(Collected data)
Segment Open

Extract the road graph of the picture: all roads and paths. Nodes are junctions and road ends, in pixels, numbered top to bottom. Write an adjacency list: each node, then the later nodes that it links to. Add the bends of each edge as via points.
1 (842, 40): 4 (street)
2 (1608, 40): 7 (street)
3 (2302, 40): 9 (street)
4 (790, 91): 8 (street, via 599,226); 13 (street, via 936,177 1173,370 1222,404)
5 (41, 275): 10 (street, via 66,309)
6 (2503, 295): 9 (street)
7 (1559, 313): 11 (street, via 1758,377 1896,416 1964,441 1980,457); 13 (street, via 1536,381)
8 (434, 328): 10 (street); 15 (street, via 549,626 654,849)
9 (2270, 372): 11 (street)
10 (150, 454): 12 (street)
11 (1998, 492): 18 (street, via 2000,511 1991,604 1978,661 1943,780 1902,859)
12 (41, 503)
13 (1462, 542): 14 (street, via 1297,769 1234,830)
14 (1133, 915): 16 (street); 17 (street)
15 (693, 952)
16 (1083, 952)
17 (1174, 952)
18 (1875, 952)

Segment Closed

Aim of the task: What you give back should match the entries above exactly.

Solution:
Extract the road graph of the picture: all roads and paths. Nodes are junctions and road ends, in pixels, numbered top to bottom. Write an adjacency list: each node, then the later nodes that it links to. Add the bends of each edge as via points.
1 (842, 40): 4 (street)
2 (1608, 40): 7 (street)
3 (2302, 40): 9 (street)
4 (790, 91): 8 (street, via 599,226); 13 (street, via 936,177 1173,370 1222,404)
5 (41, 275): 10 (street, via 66,309)
6 (2503, 295): 9 (street)
7 (1559, 313): 11 (street, via 1758,377 1896,416 1964,441 1980,457); 13 (street, via 1536,381)
8 (434, 328): 10 (street); 15 (street, via 549,626 654,849)
9 (2270, 372): 11 (street)
10 (150, 454): 12 (street)
11 (1998, 492): 18 (street, via 2000,511 1991,604 1978,661 1943,780 1902,859)
12 (41, 503)
13 (1462, 542): 14 (street, via 1297,769 1234,830)
14 (1133, 915): 16 (street); 17 (street)
15 (693, 952)
16 (1083, 952)
17 (1174, 952)
18 (1875, 952)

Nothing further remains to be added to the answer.